Dataset records »
::::
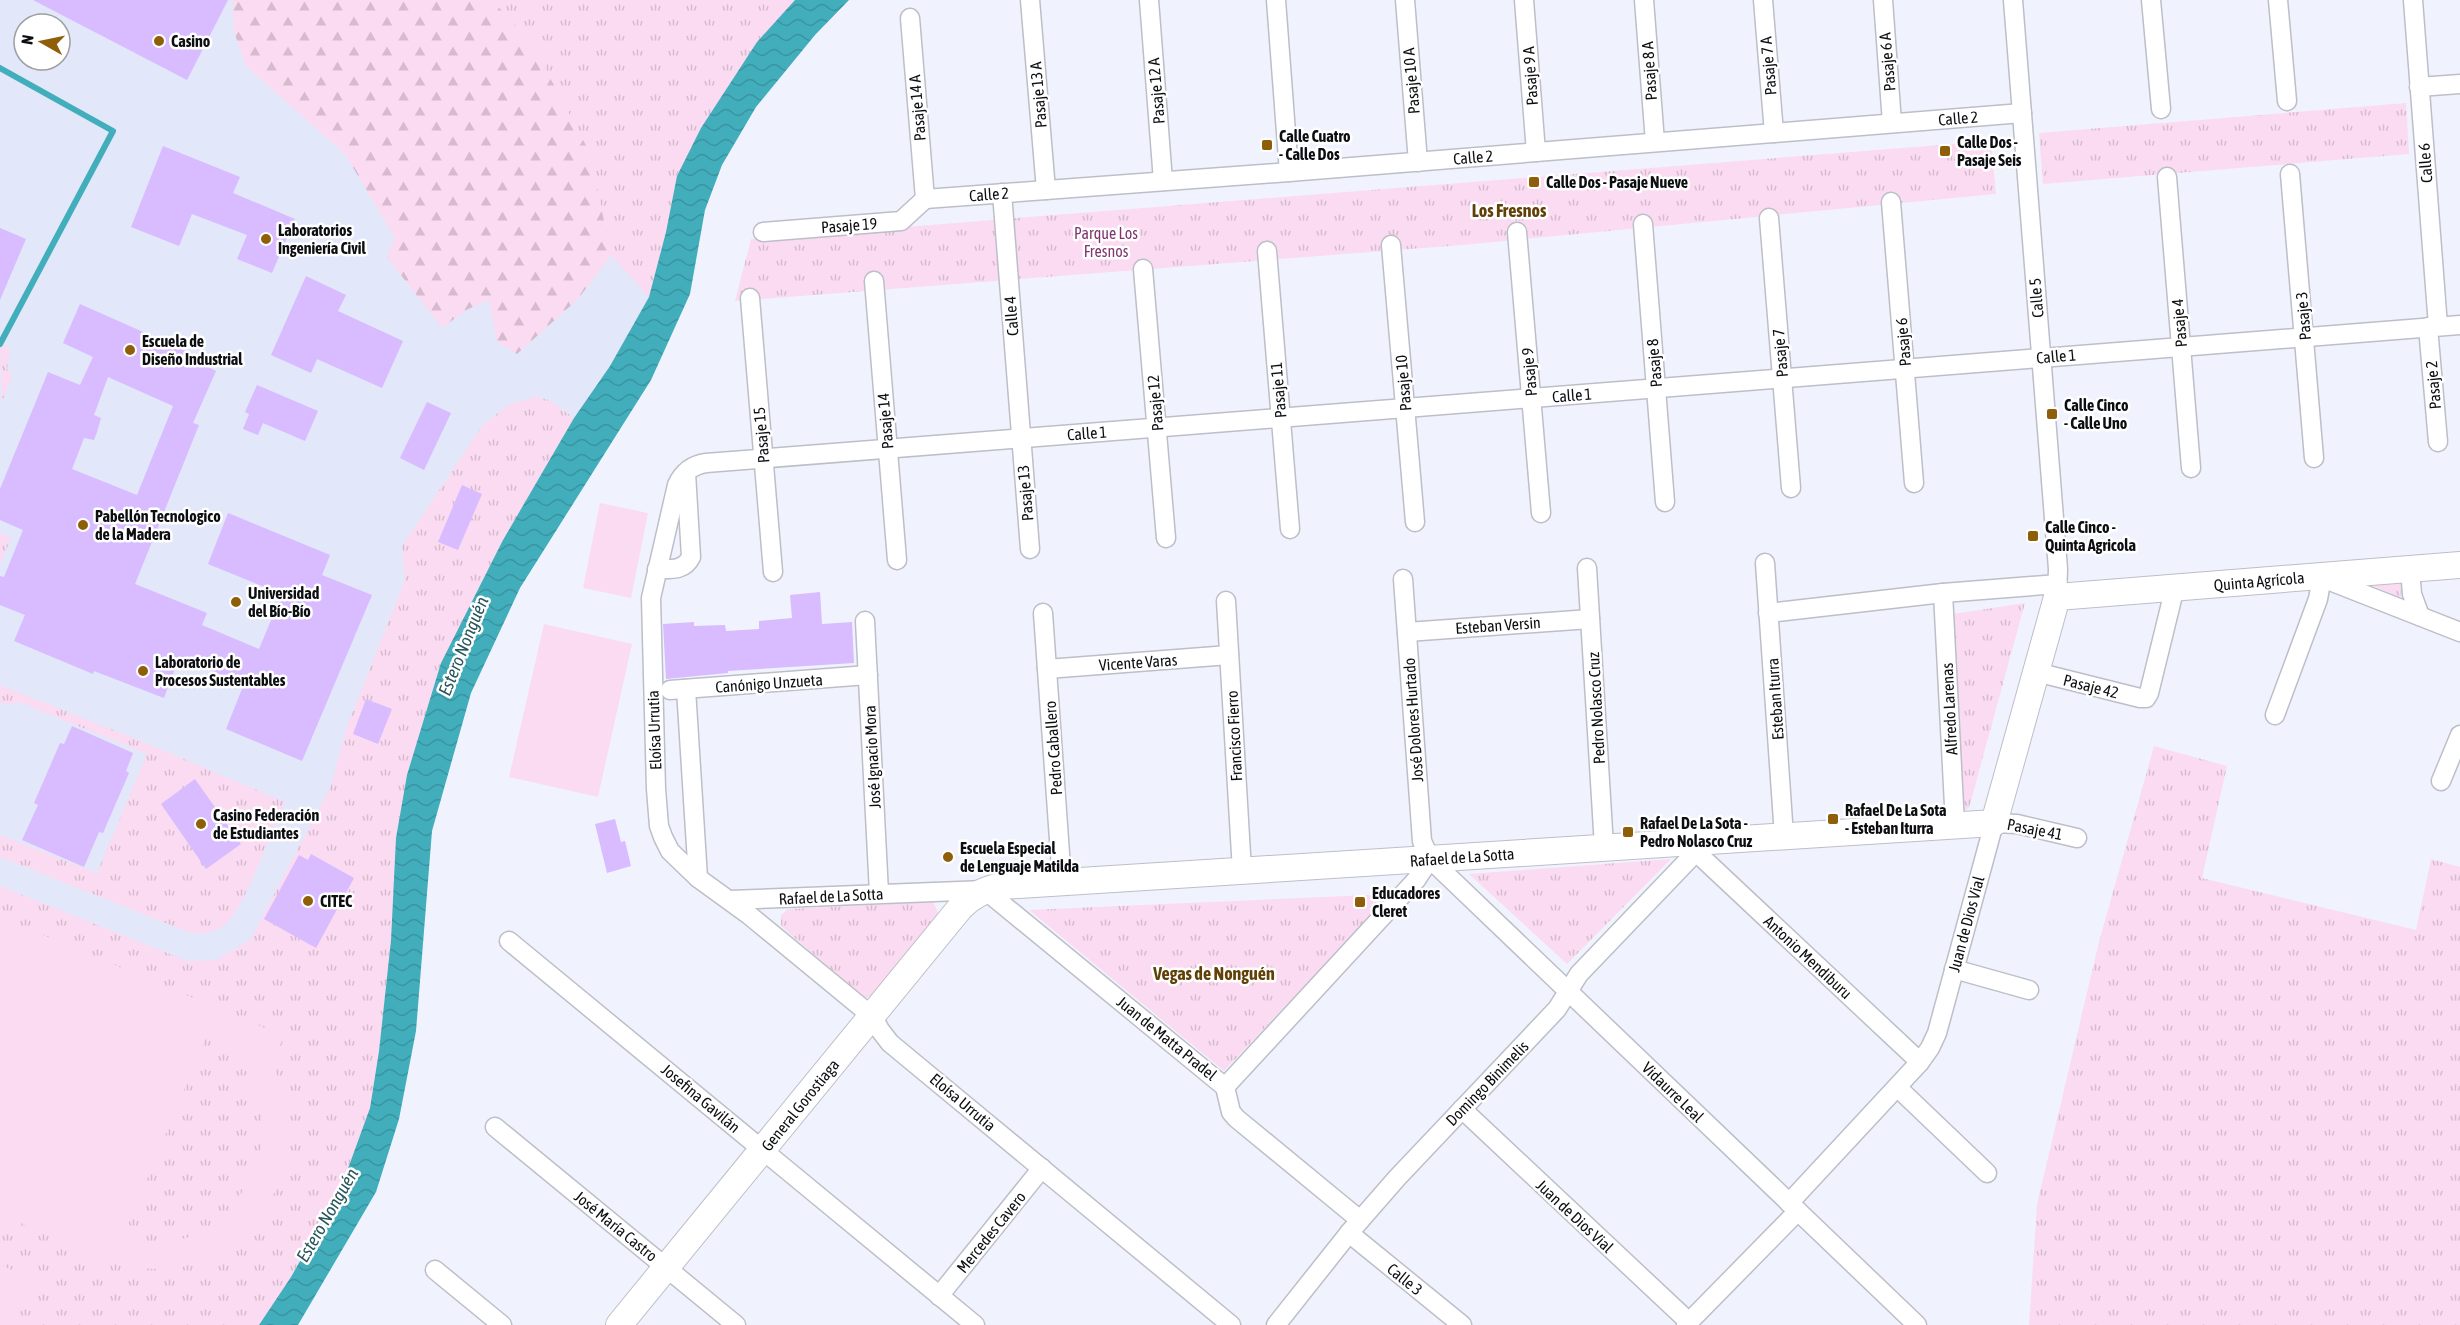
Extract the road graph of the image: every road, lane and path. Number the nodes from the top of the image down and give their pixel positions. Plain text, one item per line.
1 (1030, 0) edge
2 (1149, 0) edge
3 (1276, 0) edge
4 (1405, 0) edge
5 (1524, 0) edge
6 (1644, 0) edge
7 (1763, 0) edge
8 (1882, 0) edge
9 (2013, 0) edge
10 (2151, 0) edge
11 (2278, 0) edge
12 (2413, 0) edge
13 (910, 18) dead end
14 (2460, 84) edge
15 (2419, 87) junction
16 (2287, 101) dead end
17 (2161, 109) dead end
18 (2022, 113) junction
19 (1892, 123) junction
20 (1774, 133) junction
21 (1655, 142) junction
22 (1536, 152) junction
23 (1418, 162) junction
24 (1289, 172) junction
25 (2290, 174) dead end
26 (2168, 177) dead end
27 (1163, 181) junction
28 (1046, 190) junction
29 (1002, 193) junction
30 (925, 199) junction
31 (1892, 202) dead end
32 (1769, 218) dead end
33 (1642, 224) dead end
34 (763, 232) dead end
35 (1517, 232) dead end
36 (1391, 245) dead end
37 (1267, 251) dead end
38 (1143, 269) dead end
39 (874, 281) dead end
40 (750, 298) dead end
41 (2460, 325) edge
42 (2433, 327) junction
43 (2305, 337) junction
44 (2181, 346) junction
45 (2041, 358) junction
46 (1905, 368) junction
47 (1782, 378) junction
48 (1656, 388) junction
49 (1531, 398) junction
50 (1405, 408) junction
51 (1281, 418) junction
52 (1157, 427) junction
53 (1021, 438) junction
54 (2438, 442) dead end
55 (888, 448) junction
56 (763, 458) junction
57 (2314, 458) dead end
58 (2191, 468) dead end
59 (686, 471) junction
60 (1914, 483) dead end
61 (1791, 488) dead end
62 (1665, 502) dead end
63 (1541, 513) dead end
64 (1415, 522) dead end
65 (1290, 529) dead end
66 (1166, 538) dead end
67 (1030, 549) dead end
68 (897, 560) dead end
69 (1765, 563) dead end
70 (2460, 565) edge
71 (1587, 568) dead end
72 (657, 569) junction
73 (2410, 569) junction
74 (773, 572) dead end
75 (2318, 576) junction
76 (1403, 579) dead end
77 (2175, 587) junction
78 (2058, 590) junction
79 (1943, 593) junction
80 (1226, 601) dead end
81 (1043, 613) dead end
82 (1768, 613) junction
83 (2420, 616) junction
84 (1590, 619) junction
85 (865, 621) dead end
86 (1407, 632) junction
87 (2460, 632) edge
88 (1229, 655) junction
89 (1047, 669) junction
90 (2036, 672) junction
91 (868, 675) junction
92 (678, 689) joint
93 (2275, 715) dead end
94 (2460, 735) edge
95 (2441, 781) dead end
96 (1994, 823) junction
97 (1955, 825) junction
98 (1784, 836) junction
99 (2077, 838) dead end
100 (1696, 847) junction
101 (1604, 848) junction
102 (1430, 859) junction
103 (1242, 871) junction
104 (698, 878) junction
105 (1062, 882) junction
106 (985, 890) junction
107 (931, 891) junction
108 (879, 893) junction
109 (730, 900) junction
110 (951, 920) junction
111 (509, 941) dead end
112 (1954, 969) junction
113 (2029, 990) dead end
114 (1568, 991) junction
115 (873, 1017) junction
116 (1920, 1062) junction
117 (1225, 1087) junction
118 (1897, 1087) junction
119 (1462, 1109) junction
120 (495, 1127) dead end
121 (763, 1150) junction
122 (1042, 1168) junction
123 (1987, 1173) dead end
124 (1793, 1207) junction
125 (1354, 1227) junction
126 (666, 1267) junction
127 (435, 1270) dead end
128 (939, 1296) junction
129 (1687, 1324) edge
130 (502, 1325) edge
131 (619, 1325) edge
132 (736, 1325) edge
133 (975, 1325) edge
134 (1231, 1325) edge
135 (1276, 1325) edge
136 (1462, 1325) edge
137 (1917, 1325) edge

1 - 28 street, Pasaje 13 A
2 - 27 street, Pasaje 12 A
3 - 24 street
4 - 23 street, Pasaje 10 A
5 - 22 street, Pasaje 9 A
6 - 21 street, Pasaje 8 A
7 - 20 street, Pasaje 7 A
8 - 19 street, Pasaje 6 A
9 - 18 street, Calle 5
10 - 17 street
11 - 16 street
12 - 15 street, Calle 6
13 - 30 street, Pasaje 14 A
14 - 15 street
15 - 42 street, Calle 6
18 - 19 street, Calle 2
18 - 45 street, Calle 5
19 - 20 street, Calle 2
20 - 21 street, Calle 2
21 - 22 street, Calle 2
22 - 23 street, Calle 2
23 - 24 street, Calle 2
24 - 27 street, Calle 2
25 - 43 street, Pasaje 3
26 - 44 street, Pasaje 4
27 - 28 street, Calle 2
28 - 29 street, Calle 2
29 - 30 street, Calle 2
29 - 53 street, Calle 4
30 - 34 street, Pasaje 19
31 - 46 street, Pasaje 6
32 - 47 street, Pasaje 7
33 - 48 street, Pasaje 8
35 - 49 street, Pasaje 9
36 - 50 street, Pasaje 10
37 - 51 street, Pasaje 11
38 - 52 street, Pasaje 12
39 - 55 street, Pasaje 14
40 - 56 street, Pasaje 15
41 - 42 street, Calle 1
42 - 43 street, Calle 1
42 - 54 street, Pasaje 2
43 - 44 street, Calle 1
43 - 57 street, Pasaje 3
44 - 45 street, Calle 1
44 - 58 street, Pasaje 4
45 - 46 street, Calle 1
45 - 78 street, Calle 5
46 - 47 street, Calle 1
46 - 60 street, Pasaje 6
47 - 48 street, Calle 1
47 - 61 street, Pasaje 7
48 - 49 street, Calle 1
48 - 62 street, Pasaje 8
49 - 50 street, Calle 1
49 - 63 street, Pasaje 9
50 - 51 street, Calle 1
50 - 64 street, Pasaje 10
51 - 52 street, Calle 1
51 - 65 street, Pasaje 11
52 - 53 street, Calle 1
52 - 66 street, Pasaje 12
53 - 55 street, Calle 1
53 - 67 street, Pasaje 13
55 - 56 street, Calle 1
55 - 68 street, Pasaje 14
56 - 59 street, Calle 1
56 - 74 street, Pasaje 15
59 - 72 street
59 - 72 street
69 - 82 street, Esteban Iturra
70 - 73 street, Quinta Agrícola
71 - 84 street, Pedro Nolasco Cruz
72 - 104 street, Eloísa Urrutia
73 - 75 street, Quinta Agrícola
73 - 83 street
75 - 77 street, Quinta Agrícola
75 - 83 street
75 - 93 street
76 - 86 street, José Dolores Hurtado
77 - 78 street, Quinta Agrícola
77 - 90 street, Pasaje 42
78 - 79 street, Quinta Agrícola
78 - 90 street, Juan de Dios Vial
79 - 82 street, Quinta Agrícola
79 - 97 street, Alfredo Larenas
80 - 88 street, Francisco Fierro
81 - 89 street, Pedro Caballero
82 - 98 street, Esteban Iturra
83 - 87 street
84 - 86 street, Esteban Versin
84 - 101 street, Pedro Nolasco Cruz
85 - 91 street, José Ignacio Mora
86 - 102 street, José Dolores Hurtado
88 - 89 street, Vicente Varas
88 - 103 street, Francisco Fierro
89 - 105 street, Pedro Caballero
90 - 96 street, Juan de Dios Vial
91 - 92 street, Canónigo Unzueta
91 - 108 street, José Ignacio Mora
92 - 104 street, Eloísa Urrutia
94 - 95 street
96 - 97 street, Rafael de La Sotta
96 - 99 street, Pasaje 41
96 - 112 street, Juan de Dios Vial
97 - 98 street, Rafael de La Sotta
98 - 100 street, Rafael de La Sotta
100 - 101 street, Rafael de La Sotta
100 - 114 street, Domingo Binimelis
100 - 116 street, Antonio Mendiburu
101 - 102 street, Rafael de La Sotta
102 - 103 street, Rafael de La Sotta
102 - 114 street, Vidaurre Leal
102 - 117 street
103 - 105 street, Rafael de La Sotta
104 - 109 street, Eloísa Urrutia
105 - 106 street, Rafael de La Sotta
106 - 107 street, Rafael de La Sotta
106 - 110 street, General Gorostiaga
106 - 117 street, Juan de Matta Pradel
107 - 108 street, Rafael de La Sotta
107 - 110 street
108 - 109 street, Rafael de La Sotta
109 - 115 street, Eloísa Urrutia
110 - 115 street, General Gorostiaga
111 - 121 street, Josefina Gavilán
112 - 113 street
112 - 116 street, Juan de Dios Vial
114 - 119 street, Domingo Binimelis
114 - 124 street, Vidaurre Leal
115 - 121 street, General Gorostiaga
115 - 122 street, Eloísa Urrutia
116 - 118 street, Juan de Dios Vial
117 - 125 street, Juan de Matta Pradel
118 - 123 street
118 - 124 street, Juan de Dios Vial
119 - 125 street, Domingo Binimelis
119 - 129 street, Juan de Dios Vial
120 - 126 street, José María Castro
121 - 126 street, General Gorostiaga
121 - 128 street, Josefina Gavilán
122 - 128 street, Mercedes Cavero
122 - 134 street, Eloísa Urrutia
124 - 129 street, Juan de Dios Vial
124 - 137 street, Vidaurre Leal
125 - 135 street, Domingo Binimelis
125 - 136 street, Calle 3
126 - 131 street, General Gorostiaga
126 - 132 street, José María Castro
127 - 130 street
128 - 133 street, Josefina Gavilán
::::
TASK REQUIREMENTS » Every line above that holds the word "Vidaurre" needs to be copied.

EXERCISE ANSWER »
102 - 114 street, Vidaurre Leal
114 - 124 street, Vidaurre Leal
124 - 137 street, Vidaurre Leal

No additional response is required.